Microsoft and Yahoo make their Instant Messengers compatible

Why have Microsoft and Yahoo made their instant messenger applications compatible, and what is the likely effect?

Yahoo and Microsoft have competed in the IM space with AIM and with third party integrators such as Trillian and Fire for many years. MSN has the largest global IM population, followed by Yahoo, with AIM a distant third, although it leads in its home market.

This is entirely down to an economic effect of networks known as Metcalfe's law, and a new entrant threat. Metcalfe's law states that the value of a network equals approximately the square of the number of users of the system. To see this, imagine two networks, one with millions of users and another with thousands of users. Firstly, users of both networks will want to get their friends to join them, so they will send out invitations - the larger network sending a disproportionately larger number because it has more users. Secondly, potential users will look at the size of the two networks and correctly reason that they are more likely to find users they know on that one - reducing their 'cost' of co-opting their own network. So, although both networks will initially grow, the larger network will grow considerably faster. As the networks mature, in the end all except a few die-hards will have migrated to the larger network, as more of a user's community of friends and contacts can be found there. Strictly speaking this is for a user-to-user network in which each network and network user is equivalent, and there is no downside to scale like there may be with community networks such as Ryze. It doesn't in the end matter which network is better or has more features, except in the beginning - once the network user numbers diverge significantly, the bigger network will win in the end.

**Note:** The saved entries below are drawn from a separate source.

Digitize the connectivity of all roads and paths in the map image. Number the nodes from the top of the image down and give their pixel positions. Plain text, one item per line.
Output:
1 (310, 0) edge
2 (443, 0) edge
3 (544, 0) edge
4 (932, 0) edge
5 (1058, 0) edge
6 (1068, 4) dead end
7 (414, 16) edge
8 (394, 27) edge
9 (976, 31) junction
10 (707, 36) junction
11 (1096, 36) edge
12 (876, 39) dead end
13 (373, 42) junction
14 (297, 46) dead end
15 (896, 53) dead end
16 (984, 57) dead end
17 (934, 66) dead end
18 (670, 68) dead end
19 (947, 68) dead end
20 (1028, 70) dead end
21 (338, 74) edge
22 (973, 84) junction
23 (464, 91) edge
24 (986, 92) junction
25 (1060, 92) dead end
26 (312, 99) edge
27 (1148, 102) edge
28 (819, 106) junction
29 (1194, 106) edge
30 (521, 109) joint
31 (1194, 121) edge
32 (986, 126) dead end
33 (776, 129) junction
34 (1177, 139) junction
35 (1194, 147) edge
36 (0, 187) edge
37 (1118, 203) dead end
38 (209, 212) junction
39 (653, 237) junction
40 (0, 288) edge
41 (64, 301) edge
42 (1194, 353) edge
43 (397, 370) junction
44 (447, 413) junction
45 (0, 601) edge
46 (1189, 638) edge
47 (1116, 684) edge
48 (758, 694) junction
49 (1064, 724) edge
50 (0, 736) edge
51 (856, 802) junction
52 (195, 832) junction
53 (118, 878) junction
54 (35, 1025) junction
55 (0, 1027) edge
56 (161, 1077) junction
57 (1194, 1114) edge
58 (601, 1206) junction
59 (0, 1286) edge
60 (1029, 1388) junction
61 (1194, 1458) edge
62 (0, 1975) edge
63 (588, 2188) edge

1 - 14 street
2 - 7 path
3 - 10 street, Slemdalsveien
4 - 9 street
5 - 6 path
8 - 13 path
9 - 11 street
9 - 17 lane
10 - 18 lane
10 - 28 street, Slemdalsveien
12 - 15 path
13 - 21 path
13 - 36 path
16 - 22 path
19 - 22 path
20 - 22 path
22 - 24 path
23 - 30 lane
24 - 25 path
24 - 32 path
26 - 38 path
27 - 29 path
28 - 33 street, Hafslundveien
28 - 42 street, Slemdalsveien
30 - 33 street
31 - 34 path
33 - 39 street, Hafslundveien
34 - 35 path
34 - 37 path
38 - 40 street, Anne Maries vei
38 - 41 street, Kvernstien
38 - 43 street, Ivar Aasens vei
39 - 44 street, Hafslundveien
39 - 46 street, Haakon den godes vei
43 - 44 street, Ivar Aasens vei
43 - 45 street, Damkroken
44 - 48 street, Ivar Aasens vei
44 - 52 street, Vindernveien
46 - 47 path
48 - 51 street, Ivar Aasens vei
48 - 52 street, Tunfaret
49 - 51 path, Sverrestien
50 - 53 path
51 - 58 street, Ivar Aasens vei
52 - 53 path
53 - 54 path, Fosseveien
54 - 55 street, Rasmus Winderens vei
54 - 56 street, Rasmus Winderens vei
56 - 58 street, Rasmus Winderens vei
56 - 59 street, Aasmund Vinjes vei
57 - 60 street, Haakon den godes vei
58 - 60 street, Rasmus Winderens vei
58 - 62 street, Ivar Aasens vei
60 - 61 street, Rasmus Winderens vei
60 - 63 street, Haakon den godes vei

The other side to Metcalfe's law is that if two networks interconnect the larger network will lose any competitive advantage it had over the smaller one in acquiring the next available customer. This is because whichever network the new customer uses, the same network of contacts is available. Therefore, it is not in the interest of a market leader to interconnect to a second or third-placed player, although buying them may be an option. It is also not in their interests to allow a systems integrator to aggregate the networks either, which is why MSN and Yahoo have attempted to block Trillian.

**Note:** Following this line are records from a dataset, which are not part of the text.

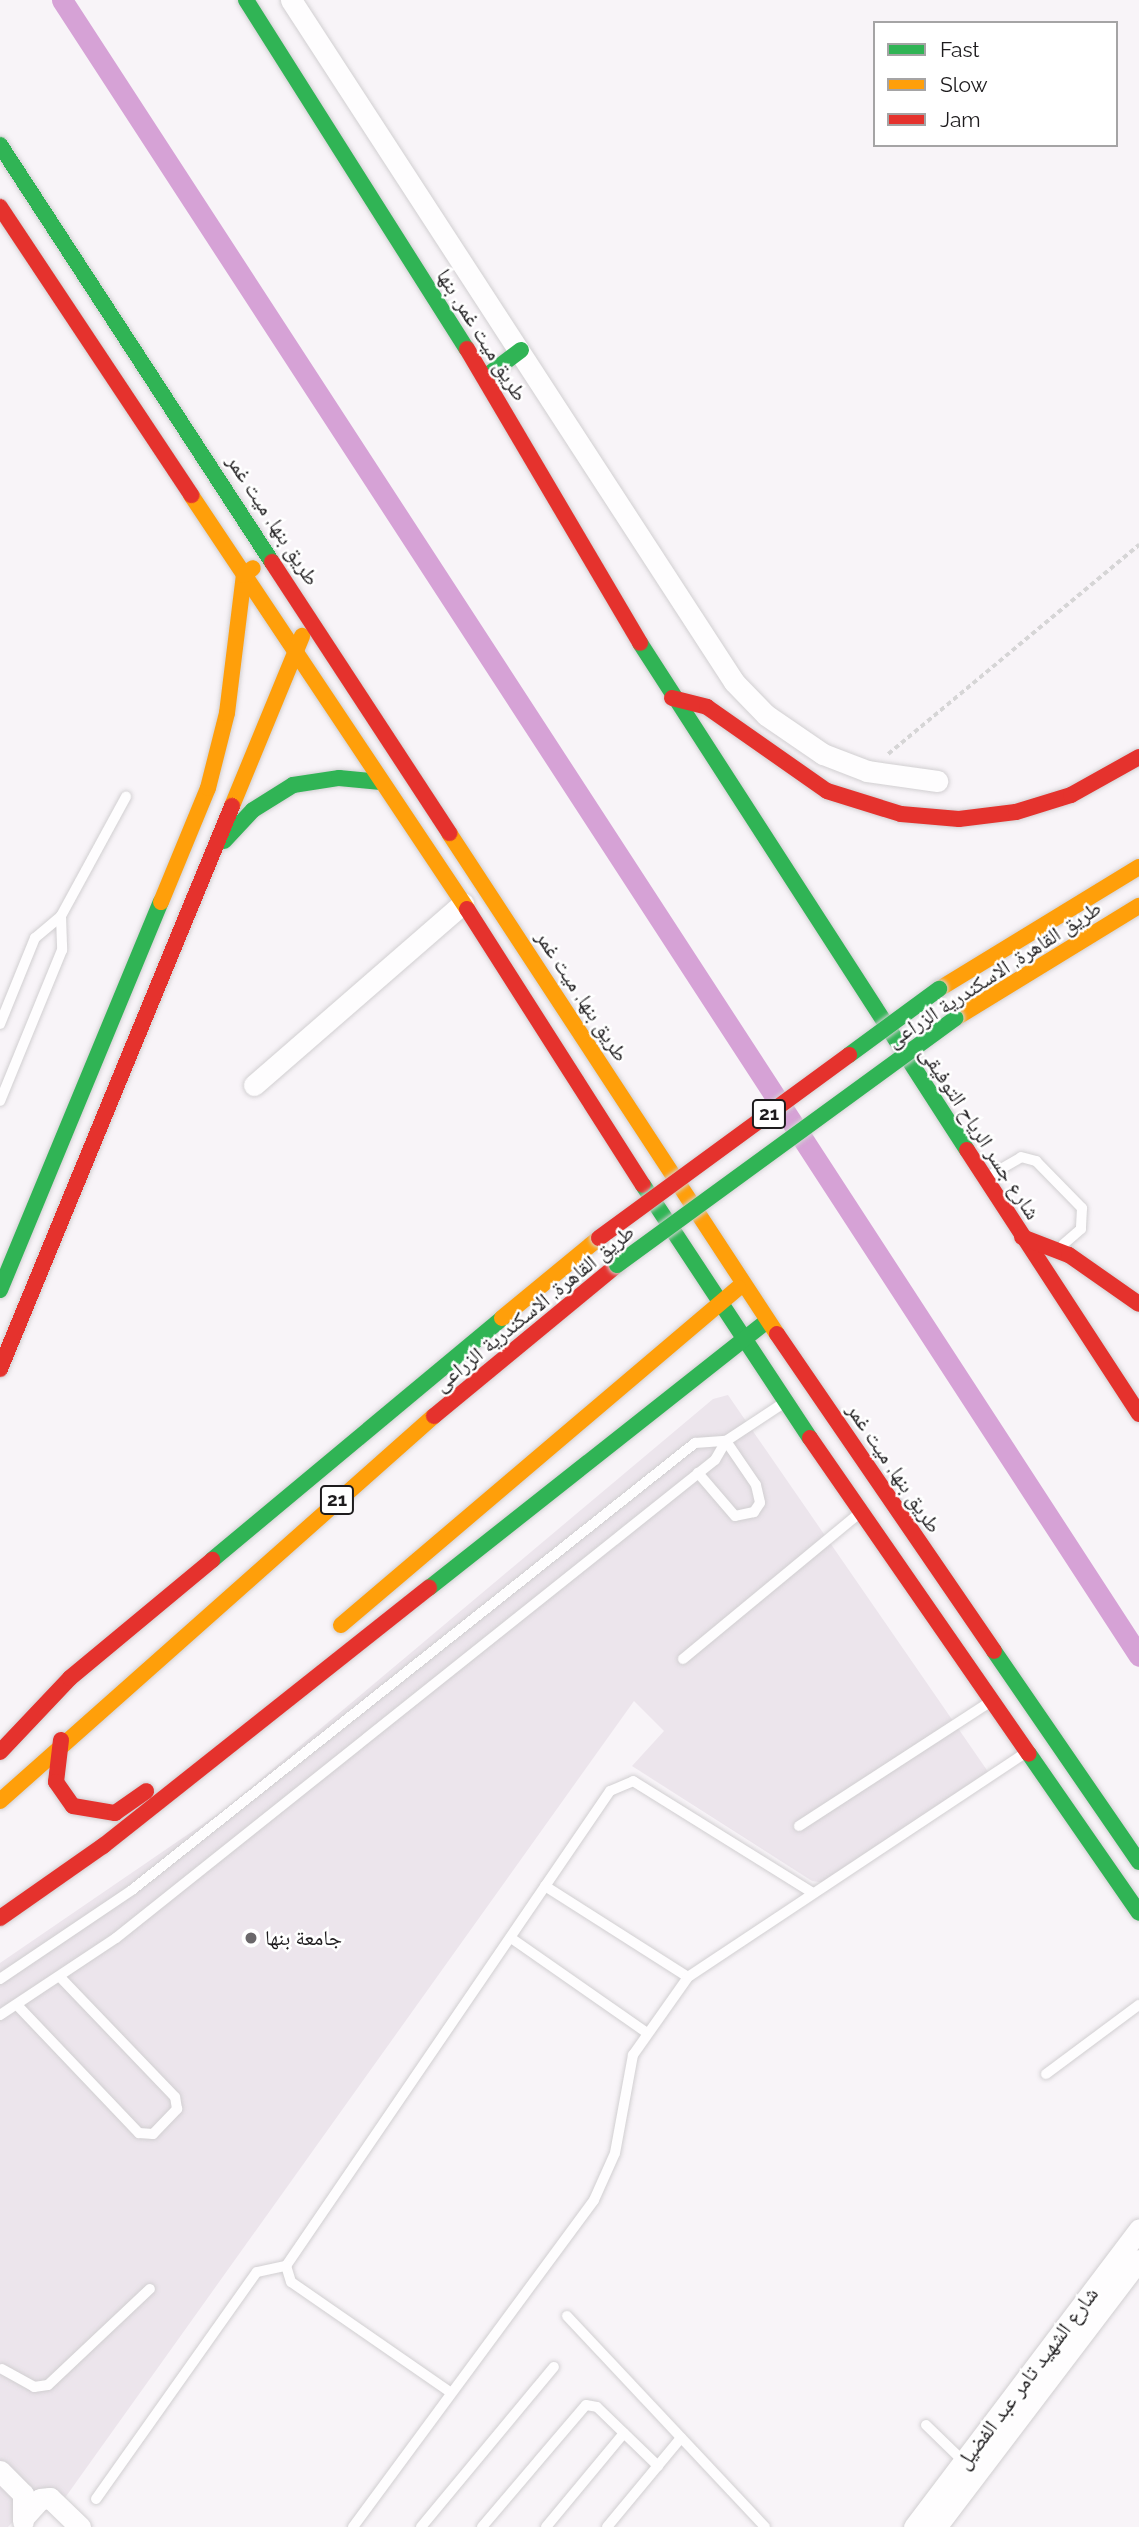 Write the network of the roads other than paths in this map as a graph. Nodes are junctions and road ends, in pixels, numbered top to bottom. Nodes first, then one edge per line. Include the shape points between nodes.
1 (246, 0) edge
2 (291, 0) edge
3 (0, 145) edge
4 (0, 208) edge
5 (50, 220) junction
6 (21, 240) junction
7 (521, 350) junction
8 (485, 377) junction
9 (270, 554) junction
10 (244, 575) junction
11 (310, 616) junction
12 (295, 654) junction
13 (672, 698) junction
14 (1139, 757) edge
15 (937, 781) dead end
16 (381, 782) junction
17 (126, 797) dead end
18 (208, 857) junction
19 (1139, 867) edge
20 (463, 903) junction
21 (1139, 906) edge
22 (61, 916) junction
23 (0, 1024) edge
24 (254, 1084) dead end
25 (0, 1101) edge
26 (984, 1179) junction
27 (1022, 1237) junction
28 (683, 1248) junction
29 (1058, 1249) junction
30 (1040, 1263) junction
31 (743, 1284) junction
32 (0, 1290) edge
33 (688, 1290) dead end
34 (1139, 1304) edge
35 (719, 1306) junction
36 (684, 1312) dead end
37 (768, 1320) junction
38 (742, 1340) junction
39 (667, 1351) junction
40 (0, 1369) edge
41 (811, 1385) junction
42 (785, 1402) junction
43 (1139, 1414) edge
44 (726, 1441) junction
45 (698, 1474) junction
46 (862, 1511) junction
47 (324, 1639) dead end
48 (683, 1660) dead end
49 (70, 1678) junction
50 (994, 1699) junction
51 (17, 1707) dead end
52 (211, 1736) dead end
53 (61, 1740) junction
54 (1028, 1750) junction
55 (0, 1752) edge
56 (0, 1801) edge
57 (799, 1826) dead end
58 (1139, 1862) edge
59 (545, 1886) junction
60 (811, 1892) junction
61 (1139, 1913) edge
62 (0, 1918) edge
63 (511, 1938) junction
64 (688, 1977) junction
65 (61, 1978) junction
66 (0, 1979) edge
67 (17, 2005) junction
68 (1139, 2005) edge
69 (0, 2015) edge
70 (647, 2033) junction
71 (1046, 2074) dead end
72 (1139, 2229) edge
73 (1139, 2260) edge
74 (286, 2266) junction
75 (150, 2289) dead end
76 (567, 2316) dead end
77 (1, 2367) edge
78 (554, 2367) dead end
79 (450, 2392) junction
80 (926, 2425) dead end
81 (624, 2433) junction
82 (681, 2438) junction
83 (964, 2462) junction
84 (658, 2466) junction
85 (1, 2476) edge
86 (96, 2499) dead end
87 (23, 2522) edge
88 (80, 2527) edge
89 (353, 2527) edge
90 (421, 2527) edge
91 (482, 2527) edge
92 (546, 2527) edge
93 (607, 2527) edge
94 (765, 2527) edge
95 (914, 2527) edge
96 (936, 2527) edge

1 - 8 main road, طريق ميت غمر, بنها
2 - 7 street
3 - 5 main road, طريق بنها, ميت غمر
4 - 6 main road
5 - 6 main road
5 - 9 main road, طريق بنها, ميت غمر
6 - 10 main road
7 - 8 main road
7 - 15 street via 734,681 803,743 867,771
8 - 13 main road, طريق ميت غمر, بنها
9 - 10 main road
9 - 11 main road, طريق بنها, ميت غمر
10 - 12 main road
10 - 32 main road via 227,713 208,788
11 - 12 main road
11 - 31 main road, طريق بنها, ميت غمر
12 - 16 main road
12 - 18 main road
13 - 14 main road via 707,707 827,791 920,817 988,817 1035,807
13 - 26 main road, شارع جسر الرياح التوفيقى
16 - 18 main road via 339,778 293,785 253,810
16 - 20 main road
17 - 22 lane
18 - 40 main road
19 - 49 main road, طريق القاهرة, الاسكندرية الزراعى / 21, bridge via 939,989 599,1238
20 - 24 street
20 - 28 main road
21 - 53 main road, طريق القاهرة, الاسكندرية الزراعى / 21, bridge via 956,1018 617,1265
22 - 23 lane via 35,938
22 - 25 lane via 62,950
26 - 27 main road, شارع جسر الرياح التوفيقى
26 - 29 lane via 1015,1158 1036,1161 1083,1213 1080,1229
27 - 29 main road
27 - 30 main road, شارع جسر الرياح التوفيقى
28 - 33 main road
28 - 35 main road
29 - 30 lane
29 - 34 main road
30 - 43 main road, شارع جسر الرياح التوفيقى
31 - 35 main road
31 - 37 main road, طريق بنها, ميت غمر
35 - 38 main road
35 - 39 main road
36 - 39 main road
37 - 38 main road
37 - 41 main road, طريق بنها, ميت غمر
38 - 42 main road
38 - 62 main road via 103,1846
39 - 47 main road
41 - 42 lane
41 - 58 main road, طريق بنها, ميت غمر
42 - 44 lane
42 - 46 main road
44 - 45 lane
44 - 45 lane via 761,1493 754,1512 736,1516
44 - 66 lane via 695,1443 167,1864
45 - 65 lane
46 - 48 lane
46 - 50 main road
49 - 51 main road
49 - 55 main road, طريق القاهرة, الاسكندرية الزراعى / 21
50 - 54 main road
50 - 57 lane
52 - 53 main road via 128,1807 100,1815 73,1806 55,1782
53 - 56 main road, طريق القاهرة, الاسكندرية الزراعى / 21
54 - 60 lane
54 - 61 main road
59 - 60 lane via 615,1784 632,1781
59 - 63 lane
59 - 64 lane
60 - 64 lane
63 - 70 lane
63 - 74 lane
64 - 70 lane
65 - 67 lane
65 - 67 lane via 175,2097 177,2109 153,2133 139,2133
67 - 69 lane
68 - 71 lane
70 - 79 lane via 625,2081 607,2178
72 - 83 street, شارع الشهيد تامر عبد الفضيل
73 - 96 street, شارع الشهيد تامر عبد الفضيل
74 - 79 lane via 291,2282
74 - 86 lane via 257,2272
75 - 77 lane via 48,2385 34,2387
76 - 82 lane
78 - 90 lane
79 - 89 lane
80 - 83 lane
81 - 84 lane
81 - 91 lane via 586,2405
81 - 92 lane
82 - 84 lane
82 - 94 lane
83 - 95 street, شارع الشهيد تامر عبد الفضيل
84 - 93 lane
85 - 87 street via 23,2494
87 - 88 street via 40,2499 50,2498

On the face of it, MSN and Yahoo are themselves market leaders - why would they wish to interconnect? However, there is a new player in the market, Skype. Skype's focus is free voice calls, but it also has IM capabilities. By moving the goalposts, Skype has acquired a larger community of users than MSN and Yahoo combined, at 54M, and is growing at a much faster rate than either MSN or Yahoo.

So MSN and Yahoo are getting together because they know they are losing the battle for IM users to Skype. They initially concentrated on IM, a new type of application, ignoring voice, whereas Skype went straight for voice, a service that saves people money, and that seems to be a big mistake. They wouldn't mind if AOL and anyone else joined in, but they won't make much of a difference to the equation.

In the longer term the merged networks might slow the rot, but it probably can't stop it completely. They are already behind, and losing ground fast. Adding or emphasising voice services now that they are already behind and growth has stagnated will not make a huge difference either.